Flamegraphing your way out of "this can't possibly be right"
I was two days into sketching a Controller architecture for the mesh. The reasoning went: 18 nodes at 35% host CPU after the obvious wins meant iroh-gossip itself was just expensive, the architecture was wrong, and the right move was a hub-and-spoke pattern with a coordinator that every node holds one connection to. A central sequencer instead of a peer-to-peer swarm. The model that's supposed to be the safe choice.
Halfway through the spike I noticed I hadn't actually profiled anything. The case for the Controller rewrite was built on a measurement gap, not a measurement. I closed the editor, added tracing-flame = "0.2.0" to the workspace, captured 15 seconds of flame data, and rendered it.
The graph was lopsided in a way that didn't fit my model.
What the flamegraph said
The dominant function in every node's CPU profile was iroh::endpoint::connect. Not Plumtree dissemination. Not packet decode. Not OTLP export. The thing every node was spending most of its time on was opening QUIC connections — at thousands of calls per second, on an 18-node cluster where nothing was disconnecting.
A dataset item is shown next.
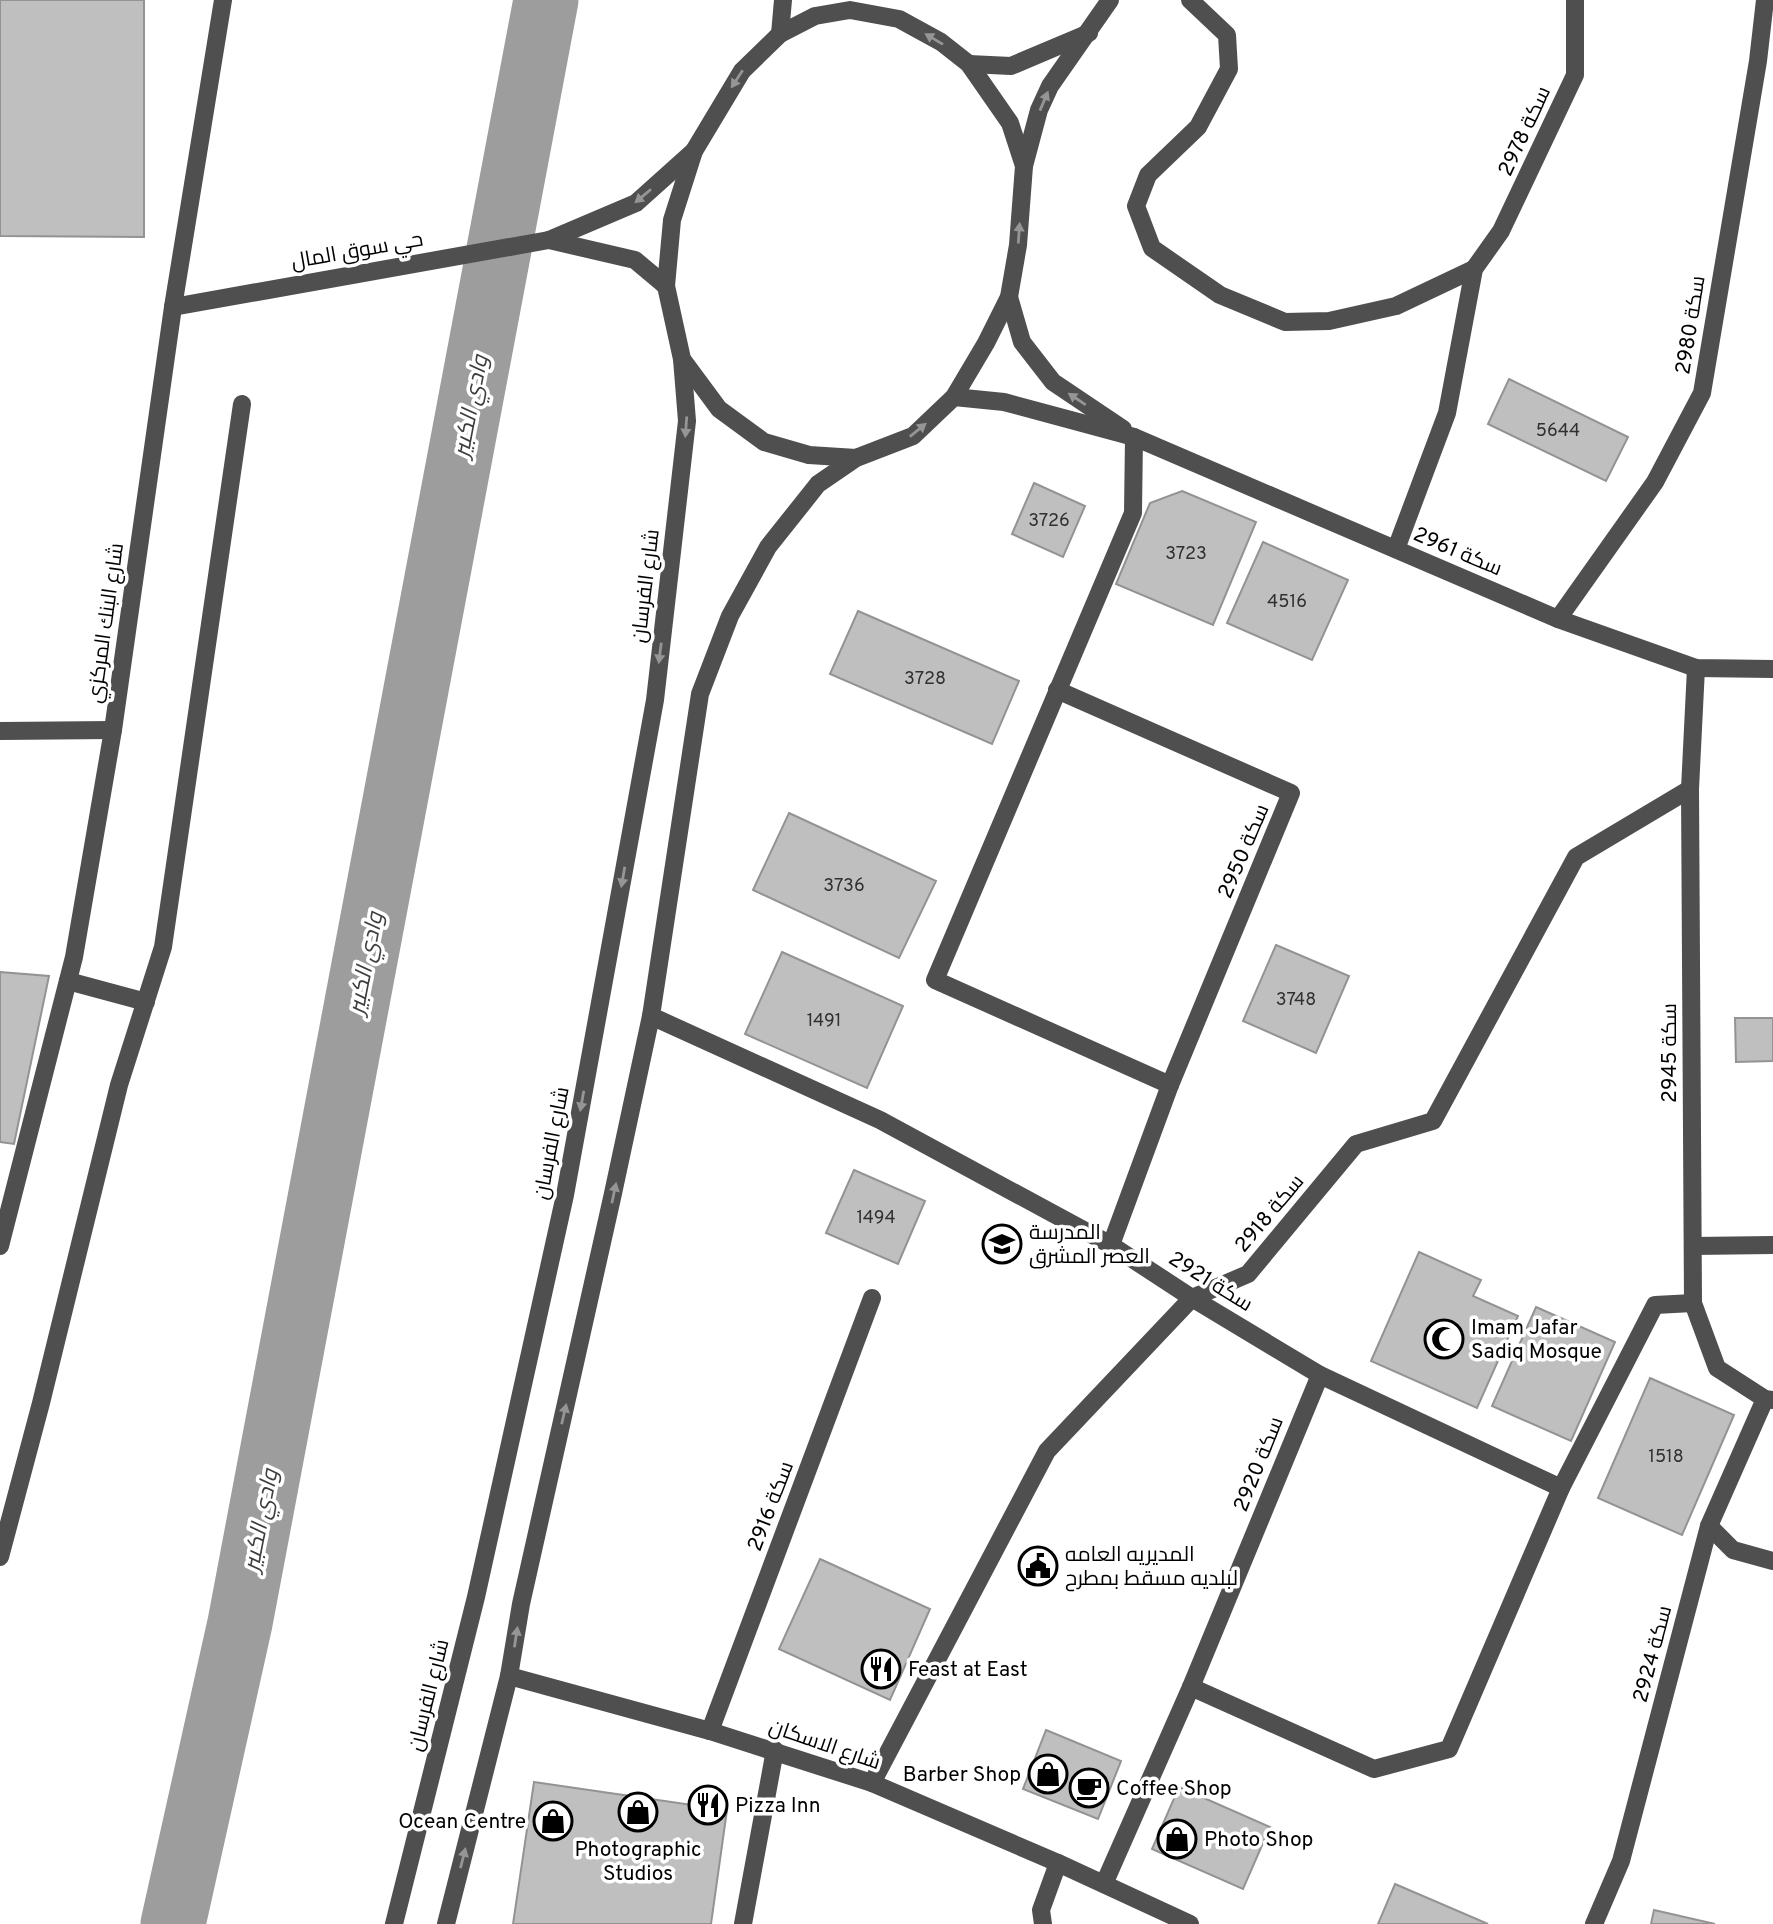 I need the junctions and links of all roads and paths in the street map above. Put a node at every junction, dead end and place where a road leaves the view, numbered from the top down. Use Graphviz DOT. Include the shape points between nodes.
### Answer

That should not be happening at all.
I went looking for who was calling endpoint.connect() in the hot path. The chain led to a sender.join_peers(peer_ids) call inside run_gossip's 100ms tick loop. There was a comment right next to it claiming:
// Feed mdns-discovered peers to gossip so the swarm forms. // join_peers is idempotent — calling every tick with the current peer // registry is cheap.
The comment had two correct words and one fatal one. "Idempotent" was true — calling join_peers with the same set of peers leaves the gossip state unchanged. "Cheap" was a lie. Idempotent in outcome says nothing about cost: under the hood, iroh interprets each call as "establish a transport connection to each of these peers," which kicks off a fresh TLS 1.3 handshake on top of QUIC's 1-RTT setup. Every time. For every peer. On a 100ms timer.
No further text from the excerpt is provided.